EXERCISE INPUTS »
□ □ □ □
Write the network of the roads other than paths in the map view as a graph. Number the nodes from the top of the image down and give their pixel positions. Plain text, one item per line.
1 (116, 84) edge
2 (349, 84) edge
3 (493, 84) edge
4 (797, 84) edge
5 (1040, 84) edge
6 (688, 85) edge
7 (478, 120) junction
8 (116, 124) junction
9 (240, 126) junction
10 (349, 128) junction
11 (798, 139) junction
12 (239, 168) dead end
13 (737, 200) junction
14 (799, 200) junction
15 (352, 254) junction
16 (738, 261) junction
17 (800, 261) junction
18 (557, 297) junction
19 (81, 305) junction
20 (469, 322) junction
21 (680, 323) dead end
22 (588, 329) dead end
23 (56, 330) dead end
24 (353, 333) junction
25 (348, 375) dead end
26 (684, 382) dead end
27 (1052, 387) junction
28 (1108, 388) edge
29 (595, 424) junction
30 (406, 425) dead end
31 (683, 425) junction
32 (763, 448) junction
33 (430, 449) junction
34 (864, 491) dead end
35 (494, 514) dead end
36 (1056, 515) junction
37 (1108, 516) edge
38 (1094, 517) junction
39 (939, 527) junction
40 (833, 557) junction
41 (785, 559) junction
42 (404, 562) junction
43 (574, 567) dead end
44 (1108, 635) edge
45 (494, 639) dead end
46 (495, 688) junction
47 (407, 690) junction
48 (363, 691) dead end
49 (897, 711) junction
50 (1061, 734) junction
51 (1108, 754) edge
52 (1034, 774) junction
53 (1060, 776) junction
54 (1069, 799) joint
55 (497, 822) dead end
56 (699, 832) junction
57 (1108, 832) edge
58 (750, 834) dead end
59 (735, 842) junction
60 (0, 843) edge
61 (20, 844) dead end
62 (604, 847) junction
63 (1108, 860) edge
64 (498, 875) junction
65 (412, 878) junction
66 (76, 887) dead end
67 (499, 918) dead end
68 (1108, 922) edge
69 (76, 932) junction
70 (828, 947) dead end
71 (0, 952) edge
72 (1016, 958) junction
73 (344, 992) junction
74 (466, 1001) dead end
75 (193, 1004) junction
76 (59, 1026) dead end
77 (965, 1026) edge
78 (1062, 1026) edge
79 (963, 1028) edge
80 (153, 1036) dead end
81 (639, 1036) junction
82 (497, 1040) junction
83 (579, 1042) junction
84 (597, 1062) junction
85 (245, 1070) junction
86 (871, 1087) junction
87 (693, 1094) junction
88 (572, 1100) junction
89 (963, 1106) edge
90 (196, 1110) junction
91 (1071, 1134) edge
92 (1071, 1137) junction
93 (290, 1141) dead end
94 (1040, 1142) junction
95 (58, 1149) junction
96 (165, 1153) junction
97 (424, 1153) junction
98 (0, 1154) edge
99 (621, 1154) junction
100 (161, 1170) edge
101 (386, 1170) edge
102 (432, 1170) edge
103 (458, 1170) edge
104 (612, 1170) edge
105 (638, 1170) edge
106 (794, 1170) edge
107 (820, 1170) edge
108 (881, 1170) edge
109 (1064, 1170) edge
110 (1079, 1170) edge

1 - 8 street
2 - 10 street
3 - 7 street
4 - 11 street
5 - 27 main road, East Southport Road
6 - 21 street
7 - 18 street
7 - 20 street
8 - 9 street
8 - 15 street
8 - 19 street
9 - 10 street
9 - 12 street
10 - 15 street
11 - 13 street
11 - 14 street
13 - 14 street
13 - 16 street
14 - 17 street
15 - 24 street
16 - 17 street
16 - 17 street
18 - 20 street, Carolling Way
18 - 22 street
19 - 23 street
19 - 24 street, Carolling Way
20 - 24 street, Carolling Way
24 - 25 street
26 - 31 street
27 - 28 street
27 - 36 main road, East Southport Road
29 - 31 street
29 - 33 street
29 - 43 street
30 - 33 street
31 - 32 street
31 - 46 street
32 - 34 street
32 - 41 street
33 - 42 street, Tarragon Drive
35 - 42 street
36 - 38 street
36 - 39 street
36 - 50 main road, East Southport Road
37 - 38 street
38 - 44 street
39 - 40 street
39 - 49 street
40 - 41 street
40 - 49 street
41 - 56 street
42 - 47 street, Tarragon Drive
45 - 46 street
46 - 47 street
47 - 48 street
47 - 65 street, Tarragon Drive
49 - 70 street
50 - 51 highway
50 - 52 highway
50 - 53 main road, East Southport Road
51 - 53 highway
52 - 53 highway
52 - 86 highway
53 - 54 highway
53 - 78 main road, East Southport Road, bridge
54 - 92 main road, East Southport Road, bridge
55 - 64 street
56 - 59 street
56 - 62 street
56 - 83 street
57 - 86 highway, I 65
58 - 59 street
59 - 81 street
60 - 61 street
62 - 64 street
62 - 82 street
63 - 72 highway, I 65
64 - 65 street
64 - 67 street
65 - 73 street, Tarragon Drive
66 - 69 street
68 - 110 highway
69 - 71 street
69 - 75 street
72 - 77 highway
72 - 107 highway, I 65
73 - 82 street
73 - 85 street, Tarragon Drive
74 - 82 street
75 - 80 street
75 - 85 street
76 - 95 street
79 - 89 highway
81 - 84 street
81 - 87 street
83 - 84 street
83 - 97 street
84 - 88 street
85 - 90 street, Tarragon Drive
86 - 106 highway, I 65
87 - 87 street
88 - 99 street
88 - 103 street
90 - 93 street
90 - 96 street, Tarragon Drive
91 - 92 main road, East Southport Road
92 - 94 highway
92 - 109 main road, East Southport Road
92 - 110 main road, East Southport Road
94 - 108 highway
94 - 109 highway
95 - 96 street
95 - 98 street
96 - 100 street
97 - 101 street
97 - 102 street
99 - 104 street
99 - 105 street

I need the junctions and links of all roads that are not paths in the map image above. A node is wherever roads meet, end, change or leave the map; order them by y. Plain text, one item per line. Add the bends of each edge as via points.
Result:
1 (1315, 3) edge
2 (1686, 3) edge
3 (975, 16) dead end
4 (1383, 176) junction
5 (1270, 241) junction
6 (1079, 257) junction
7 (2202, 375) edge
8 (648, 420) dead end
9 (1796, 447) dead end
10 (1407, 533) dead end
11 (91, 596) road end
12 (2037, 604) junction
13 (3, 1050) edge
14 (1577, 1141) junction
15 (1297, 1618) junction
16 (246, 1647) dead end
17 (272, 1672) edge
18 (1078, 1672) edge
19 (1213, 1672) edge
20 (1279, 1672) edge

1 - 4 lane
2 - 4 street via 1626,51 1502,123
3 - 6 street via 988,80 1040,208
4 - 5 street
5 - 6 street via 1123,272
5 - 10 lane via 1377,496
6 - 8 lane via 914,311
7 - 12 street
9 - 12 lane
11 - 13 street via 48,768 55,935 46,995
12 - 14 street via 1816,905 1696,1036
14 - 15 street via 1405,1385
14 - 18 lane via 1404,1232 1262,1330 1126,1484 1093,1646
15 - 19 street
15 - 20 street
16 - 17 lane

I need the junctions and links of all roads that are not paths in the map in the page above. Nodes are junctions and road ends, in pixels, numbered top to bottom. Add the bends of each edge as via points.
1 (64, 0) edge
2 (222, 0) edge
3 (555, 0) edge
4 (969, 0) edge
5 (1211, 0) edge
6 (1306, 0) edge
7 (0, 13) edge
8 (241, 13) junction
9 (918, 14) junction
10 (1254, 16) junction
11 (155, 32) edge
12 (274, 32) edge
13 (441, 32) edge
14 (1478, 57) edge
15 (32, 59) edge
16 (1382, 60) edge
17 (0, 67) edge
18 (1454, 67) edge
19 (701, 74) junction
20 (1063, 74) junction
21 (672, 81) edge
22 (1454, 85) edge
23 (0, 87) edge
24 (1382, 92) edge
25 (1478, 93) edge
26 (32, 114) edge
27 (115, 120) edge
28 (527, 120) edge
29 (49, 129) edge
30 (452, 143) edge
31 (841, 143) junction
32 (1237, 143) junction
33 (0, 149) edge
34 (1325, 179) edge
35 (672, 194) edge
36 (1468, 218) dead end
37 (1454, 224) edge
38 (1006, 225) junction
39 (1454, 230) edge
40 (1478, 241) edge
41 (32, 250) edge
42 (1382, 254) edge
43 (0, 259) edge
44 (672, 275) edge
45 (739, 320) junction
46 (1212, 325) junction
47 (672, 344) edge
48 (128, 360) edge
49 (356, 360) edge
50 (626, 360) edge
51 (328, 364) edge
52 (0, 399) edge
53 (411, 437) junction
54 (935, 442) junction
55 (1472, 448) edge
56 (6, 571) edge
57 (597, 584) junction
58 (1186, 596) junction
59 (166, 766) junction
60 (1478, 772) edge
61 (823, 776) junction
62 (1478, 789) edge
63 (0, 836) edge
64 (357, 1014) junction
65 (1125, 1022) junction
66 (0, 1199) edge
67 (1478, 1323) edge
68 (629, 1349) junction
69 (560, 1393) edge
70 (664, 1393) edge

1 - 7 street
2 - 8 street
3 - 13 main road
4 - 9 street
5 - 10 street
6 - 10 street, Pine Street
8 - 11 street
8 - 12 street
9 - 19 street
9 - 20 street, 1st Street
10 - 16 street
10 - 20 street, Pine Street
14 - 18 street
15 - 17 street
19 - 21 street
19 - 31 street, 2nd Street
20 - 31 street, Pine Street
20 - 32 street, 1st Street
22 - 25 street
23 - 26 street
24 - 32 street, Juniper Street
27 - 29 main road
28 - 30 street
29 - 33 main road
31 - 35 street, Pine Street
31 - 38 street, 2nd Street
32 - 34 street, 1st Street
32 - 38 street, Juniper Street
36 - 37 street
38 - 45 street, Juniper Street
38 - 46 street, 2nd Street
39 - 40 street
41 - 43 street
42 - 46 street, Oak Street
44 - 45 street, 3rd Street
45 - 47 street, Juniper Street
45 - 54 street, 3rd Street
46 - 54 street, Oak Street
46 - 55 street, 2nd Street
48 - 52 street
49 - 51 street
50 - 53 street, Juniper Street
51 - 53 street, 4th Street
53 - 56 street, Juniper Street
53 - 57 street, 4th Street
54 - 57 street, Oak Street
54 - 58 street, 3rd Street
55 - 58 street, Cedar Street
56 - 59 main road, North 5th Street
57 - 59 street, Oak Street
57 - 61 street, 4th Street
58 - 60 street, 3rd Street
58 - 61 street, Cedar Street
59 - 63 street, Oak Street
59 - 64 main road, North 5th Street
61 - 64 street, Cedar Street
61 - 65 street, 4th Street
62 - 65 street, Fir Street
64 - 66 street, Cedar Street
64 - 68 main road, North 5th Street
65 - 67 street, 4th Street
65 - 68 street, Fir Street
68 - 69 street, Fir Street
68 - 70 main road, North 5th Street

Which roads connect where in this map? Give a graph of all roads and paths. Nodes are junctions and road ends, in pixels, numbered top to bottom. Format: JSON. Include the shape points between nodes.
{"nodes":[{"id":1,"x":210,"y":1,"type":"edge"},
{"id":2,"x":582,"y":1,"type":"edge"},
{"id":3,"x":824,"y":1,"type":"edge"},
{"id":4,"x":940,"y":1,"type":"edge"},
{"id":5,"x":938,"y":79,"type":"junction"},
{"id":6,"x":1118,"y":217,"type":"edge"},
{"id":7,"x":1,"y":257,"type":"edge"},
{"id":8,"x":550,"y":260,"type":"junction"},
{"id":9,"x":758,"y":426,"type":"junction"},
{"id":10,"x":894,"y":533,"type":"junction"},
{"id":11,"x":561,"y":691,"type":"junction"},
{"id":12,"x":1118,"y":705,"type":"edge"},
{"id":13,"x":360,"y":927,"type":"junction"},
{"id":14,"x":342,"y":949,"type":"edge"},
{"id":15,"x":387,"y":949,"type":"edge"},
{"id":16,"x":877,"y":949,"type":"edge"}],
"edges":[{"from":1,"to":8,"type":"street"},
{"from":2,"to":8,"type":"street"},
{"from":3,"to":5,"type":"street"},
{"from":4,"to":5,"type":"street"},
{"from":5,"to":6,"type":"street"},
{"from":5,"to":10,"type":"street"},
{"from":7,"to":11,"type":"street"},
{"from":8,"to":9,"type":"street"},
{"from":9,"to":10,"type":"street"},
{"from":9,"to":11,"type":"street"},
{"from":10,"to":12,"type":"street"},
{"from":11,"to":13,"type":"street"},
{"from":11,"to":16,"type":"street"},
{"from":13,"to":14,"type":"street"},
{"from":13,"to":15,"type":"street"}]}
□ □ □ □
PROBLEM TO WORK ON »
Where a line above holds the string "Cedar", show that line.

TASK SOLUTION »
55 - 58 street, Cedar Street
58 - 61 street, Cedar Street
61 - 64 street, Cedar Street
64 - 66 street, Cedar Street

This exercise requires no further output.